Aschenbach quiere navegar con las velas de lo bello apolíneo. Pero la nube del sueño bello se ennegrece lentamente. Múltiples signos de fisuras rasgan ya aquella nube. Cuando el músico llega a Venecia se encuentra con personajes y ambientes que destilan lo grotesco: un gondolero indolente, un viejo bufón, calles sucias y lóbregas. La fealdad que muerde el aire. Y un hombre que se desploma, apestado, en la estación del tren.

Pero ya dentro del círculo de lo decadente, de lo enfermizo y grotesco, Aschenbach se embarca en una particular forma de la esperanza: en una salvación profana a través de la contemplación de lo apolíneo. La repetida contemplación del joven Tadzio, en diversos ámbitos, en diversos momentos del día y la noche. Benjamín habló del surrealismo como liberación de un inconciente creador. Un acto emancipador que definió como "iluminación profana". Aschenbach busca su salvación profana que nace del Eros. Del impulso deseante que demanda la repetida proximidad de Tadzio, como compensación de los peligros de Thanatos. El compositor entonces trata de embellecerse. Acude a una peluquería para teñirse las cañas, el pelo y el bigote. Su rostro disimula sus asperezas mediante el maquillaje facial, y sus labios se tiznan con pintura labial. Su renacida y discreta belleza busca la atención del eros juvenil.

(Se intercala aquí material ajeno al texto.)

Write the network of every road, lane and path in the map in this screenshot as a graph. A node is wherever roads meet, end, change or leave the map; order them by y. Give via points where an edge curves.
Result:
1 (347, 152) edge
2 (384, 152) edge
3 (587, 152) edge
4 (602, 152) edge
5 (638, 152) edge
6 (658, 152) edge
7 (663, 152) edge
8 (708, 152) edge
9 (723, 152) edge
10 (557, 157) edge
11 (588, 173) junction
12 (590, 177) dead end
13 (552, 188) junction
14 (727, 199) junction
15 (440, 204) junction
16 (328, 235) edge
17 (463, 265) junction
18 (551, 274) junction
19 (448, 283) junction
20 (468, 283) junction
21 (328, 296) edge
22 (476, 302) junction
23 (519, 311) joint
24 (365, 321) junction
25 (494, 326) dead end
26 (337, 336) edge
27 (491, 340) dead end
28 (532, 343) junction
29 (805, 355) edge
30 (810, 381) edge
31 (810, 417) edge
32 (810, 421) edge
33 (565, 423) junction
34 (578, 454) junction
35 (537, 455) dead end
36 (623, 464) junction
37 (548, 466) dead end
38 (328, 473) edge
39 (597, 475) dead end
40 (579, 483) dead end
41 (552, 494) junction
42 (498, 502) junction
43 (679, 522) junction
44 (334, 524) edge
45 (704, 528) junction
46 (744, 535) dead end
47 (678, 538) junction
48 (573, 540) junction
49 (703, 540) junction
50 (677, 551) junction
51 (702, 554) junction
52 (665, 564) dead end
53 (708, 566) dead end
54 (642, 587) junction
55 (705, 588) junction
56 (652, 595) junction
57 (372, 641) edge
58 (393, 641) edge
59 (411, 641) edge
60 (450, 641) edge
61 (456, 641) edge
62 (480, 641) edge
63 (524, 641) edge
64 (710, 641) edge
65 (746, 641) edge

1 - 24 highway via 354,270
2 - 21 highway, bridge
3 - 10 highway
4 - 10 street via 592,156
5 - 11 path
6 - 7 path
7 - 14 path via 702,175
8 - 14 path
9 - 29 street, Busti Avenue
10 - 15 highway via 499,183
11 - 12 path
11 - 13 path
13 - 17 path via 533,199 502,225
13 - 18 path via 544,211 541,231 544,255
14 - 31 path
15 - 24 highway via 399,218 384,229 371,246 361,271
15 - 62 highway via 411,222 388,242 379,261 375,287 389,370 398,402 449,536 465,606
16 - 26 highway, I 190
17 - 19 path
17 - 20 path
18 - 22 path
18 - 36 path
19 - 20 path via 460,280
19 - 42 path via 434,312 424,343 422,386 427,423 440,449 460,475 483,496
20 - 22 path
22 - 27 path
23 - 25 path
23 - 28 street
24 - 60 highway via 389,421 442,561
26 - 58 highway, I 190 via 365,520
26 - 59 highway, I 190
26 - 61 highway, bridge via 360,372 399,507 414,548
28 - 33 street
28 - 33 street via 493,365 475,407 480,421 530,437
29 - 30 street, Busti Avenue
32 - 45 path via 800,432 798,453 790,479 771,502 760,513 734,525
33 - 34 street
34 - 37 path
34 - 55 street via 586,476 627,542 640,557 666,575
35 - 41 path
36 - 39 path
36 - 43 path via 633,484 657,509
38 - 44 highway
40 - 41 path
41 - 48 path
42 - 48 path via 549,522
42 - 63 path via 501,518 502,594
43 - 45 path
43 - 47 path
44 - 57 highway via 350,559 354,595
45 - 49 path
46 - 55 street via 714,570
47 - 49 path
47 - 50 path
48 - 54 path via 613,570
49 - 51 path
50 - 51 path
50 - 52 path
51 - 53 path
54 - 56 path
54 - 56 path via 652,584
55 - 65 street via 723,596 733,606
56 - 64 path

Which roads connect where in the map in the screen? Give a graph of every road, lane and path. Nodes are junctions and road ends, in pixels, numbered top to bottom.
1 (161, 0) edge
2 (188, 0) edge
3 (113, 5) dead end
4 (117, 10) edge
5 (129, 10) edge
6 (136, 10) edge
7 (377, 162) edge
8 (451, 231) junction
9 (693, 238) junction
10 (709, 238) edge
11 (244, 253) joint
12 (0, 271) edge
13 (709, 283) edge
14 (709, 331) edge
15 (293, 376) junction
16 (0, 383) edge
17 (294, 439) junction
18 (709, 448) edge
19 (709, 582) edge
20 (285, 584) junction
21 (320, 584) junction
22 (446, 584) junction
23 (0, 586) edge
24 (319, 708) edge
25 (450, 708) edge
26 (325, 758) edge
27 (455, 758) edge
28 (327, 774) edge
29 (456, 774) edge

Pero las miradas subyugadas que Aschenbach le dedica a Tadzio nada deben a una atracción homosexual. El músico visita un prostíbulo. Una bella joven se le ofrece como apetecible perla sensual. Sin embargo, el compositor no puede disfrutar del encuentro erótico hombre-mujer. Imposibilidad que, en apariencia, ratificaría una clara inhibición del goce con lo femenino por la primacía del impulso homosexual. Pero, visto desde otra mirada, la impotencia de Aschenbach es quizá fijación definitiva en un objeto de deseo contemplativo, en el estilo del Banquete platónico, en la admiración de una sensualidad que, desde lo bello sensible, abre a lo bello inteligible, a la belleza en sí, pura, perfecta, extracorpórea.

Por eso, Tadzio no nutre el deseo de un encuentro sexual, sino la contemplación de un arquetipo ideal, donde lo sensual es sólo la escalera que guía al artista erotizado hacia la idealidad formal. Pero, a su vez, , y de forma paradojal, lo sensual es atracción o recuperación de los sentidos, de la embriagante pasión ante la belleza visible; hacia el "mal" del goce sensorial.

Tadzio, para los ojos de Mann o Visconti, es arquetipo antes que persona. Es lugar de un valor impersonal y universal bajo la apariencia de una singularidad humana. Tadzio es lo universal del ideal de belleza. La impersonalidad del joven se denota a través de su silencio continuo. Su no participación en el lenguaje, su no decir, su no participar de las palabras que definen al hombre como sujeto parlante. Tadzio se sustrae así de lo verbal. Y vive como encarnación arquetípica de lo bello. Y también ejemplariza la superación de los opuestos que gobiernan el mundo terrestre. De ahí la ambigüedad, la androginia, la indefinición, la integración en Tadzio de lo masculino y femenino, antes separados.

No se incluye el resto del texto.